In one Ontario home, more than a third of residents, 27 people, have died since March 25 and more than half its staff have tested positive for the coronavirus as a shortage of personal protective equipment (PPE) hit workers.
“These long-term care facilities are the frontline of this crisis,” said Kitra Cahana, whose quadriplegic father lives at a Quebec long-term care facility while her mother works at a Quebec seniors’ residence.
In Quebec, 60% of deaths have been in either seniors’ homes or long-term care facilities and a quarter of the province’s nursing homes have at least one confirmed case, according to provincial data.
Residents in nursing homes and long-term care facilities are particularly vulnerable to COVID-19, the respiratory disease caused by the novel coronavirus, because of typically more compromised immune systems, frailty and sharing common areas. Frequent visitors and workers from outside compound the situation.

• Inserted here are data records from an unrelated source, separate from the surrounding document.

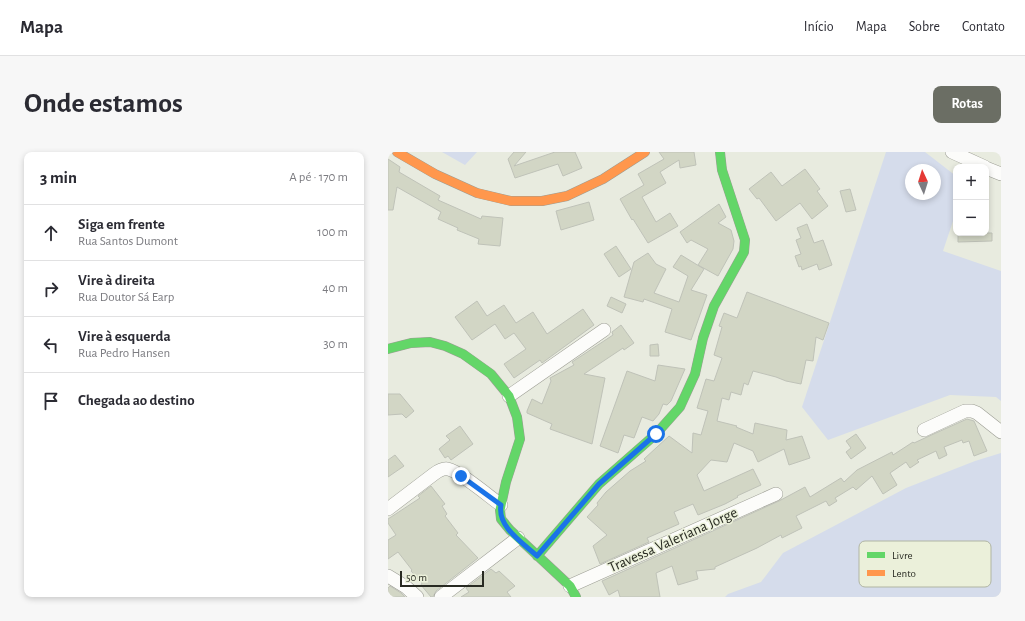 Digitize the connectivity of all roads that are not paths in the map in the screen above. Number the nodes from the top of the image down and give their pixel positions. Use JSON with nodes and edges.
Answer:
{"nodes":[{"id":1,"x":396,"y":152,"type":"edge"},
{"id":2,"x":645,"y":152,"type":"edge"},
{"id":3,"x":720,"y":152,"type":"edge"},
{"id":4,"x":952,"y":152,"type":"edge"},
{"id":5,"x":978,"y":164,"type":"edge"},
{"id":6,"x":989,"y":169,"type":"edge"},
{"id":7,"x":1001,"y":174,"type":"edge"},
{"id":8,"x":604,"y":330,"type":"dead end"},
{"id":9,"x":388,"y":349,"type":"edge"},
{"id":10,"x":509,"y":396,"type":"junction"},
{"id":11,"x":924,"y":430,"type":"dead end"},
{"id":12,"x":1001,"y":432,"type":"edge"},
{"id":13,"x":776,"y":494,"type":"dead end"},
{"id":14,"x":501,"y":505,"type":"junction"},
{"id":15,"x":388,"y":509,"type":"edge"},
{"id":16,"x":518,"y":538,"type":"junction"},
{"id":17,"x":537,"y":556,"type":"junction"},
{"id":18,"x":388,"y":576,"type":"edge"},
{"id":19,"x":573,"y":591,"type":"edge"},
{"id":20,"x":417,"y":597,"type":"edge"},
{"id":21,"x":441,"y":597,"type":"edge"}],
"edges":[{"from":1,"to":2,"type":"main road"},
{"from":3,"to":17,"type":"main road"},
{"from":4,"to":5,"type":"street"},
{"from":6,"to":7,"type":"street"},
{"from":8,"to":10,"type":"street"},
{"from":9,"to":10,"type":"main road"},
{"from":10,"to":14,"type":"main road"},
{"from":11,"to":12,"type":"street"},
{"from":13,"to":19,"type":"street","name":"Travessa Valeriana Jorge"},
{"from":14,"to":15,"type":"street"},
{"from":14,"to":16,"type":"main road"},
{"from":16,"to":17,"type":"main road"},
{"from":16,"to":21,"type":"street"},
{"from":17,"to":19,"type":"main road"},
{"from":18,"to":20,"type":"street"}]} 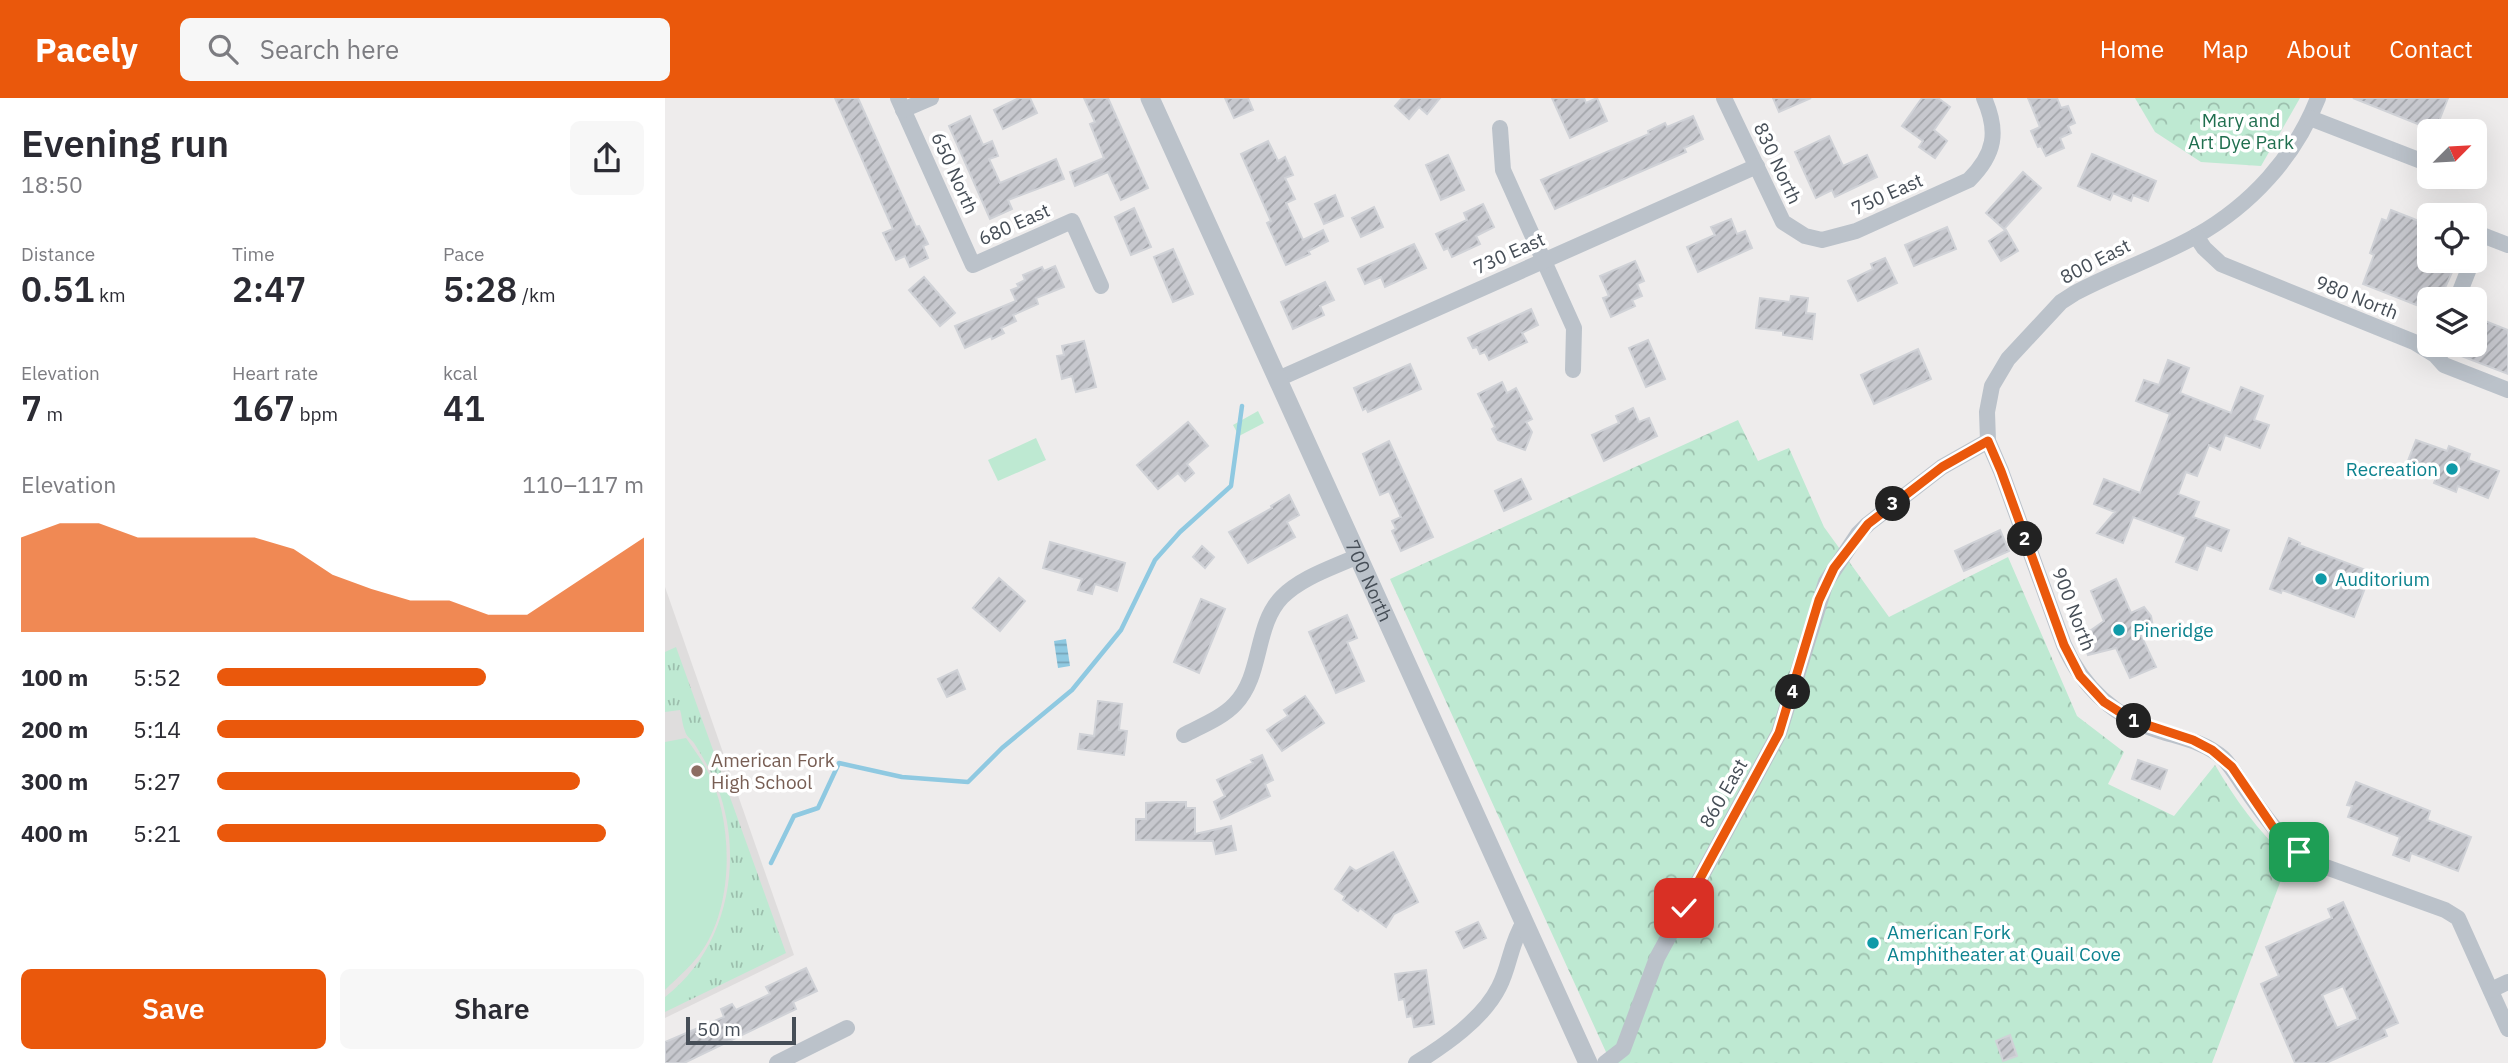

“Other people inadvertently may transmit the infection, and this is where the problem is. Oftentimes it is the vectoring from outside the home into the home,” said Dr. Roger Wong, a clinical professor of geriatric medicine at the University of British Columbia.
In British Columbia, where 68% of provincial deaths have been in nursing homes, the virus is spreading through different residences as low-paid care workers supplement their income by working in multiple homes.
The province’s medical officer of health enacted strict restrictions on who could visit long-term care facilities, limited employees to work in only one home at a time and canceled patient transfers between facilities.
In Alberta, where 56% of deaths are in care homes, employees who work in multiple seniors’ homes are required to inform their supervisors if they work at a facility where there has been a confirmed or suspected case, among other measures.
Canada on Tuesday reported 17,063 coronavirus cases and 345 deaths.
Ontario, Canada’s most-populous province, has issued an emergency order that provides long-term care homes more flexibility in staffing and recruitment, bypassing collective bargaining agreements that limit who can be hired and the use of volunteers, and redeployed inspectors to provide additional help.
“What we’re seeing happening to our seniors and in our long-term care homes ... is hard to process, it’s hard to comprehend and it’s hard to deal with,” Ontario Premier Doug Ford told reporters.
‘WAR ZONE’IN SOME HOMES
The Ontario order will take some pressure off workers who say there has not been enough staff to provide proper care for residents, especially in an outbreak, said Miranda Ferrier, president of the Ontario Personal Support Workers Association.
“They are absolutely desperate for help. It is a war zone in some of these long-term care homes,” Ferrier said. “Our hope with this emergency order is that people will be hired to help with things like snack carts, feeding, laundry, assisting (personal support workers) where they can.”
Frontline workers have warned of inadequate protective equipment in some long-term care facilities in Quebec, which has become Canada’s epicenter for the pandemic with 9,340 positive cases.
A Quebec nursing home worker told Reuters she was buying her own face shield because the home she works at does not provide equipment due to an absence of positive tests. Speaking on condition of anonymity, the worker said she had dealt with two residents who were sick and awaiting COVID-19 test results.
Faced with staffing shortages, Quebec raised wages for most health workers by 4% to 8% and said on Tuesday it would deploy more nurses and doctors to care homes.
Jeff Begley, president of Quebec’s largest health-sector union, said workers were starting to get “very anxious.”
“If the virus is not going to get you, the stress will.”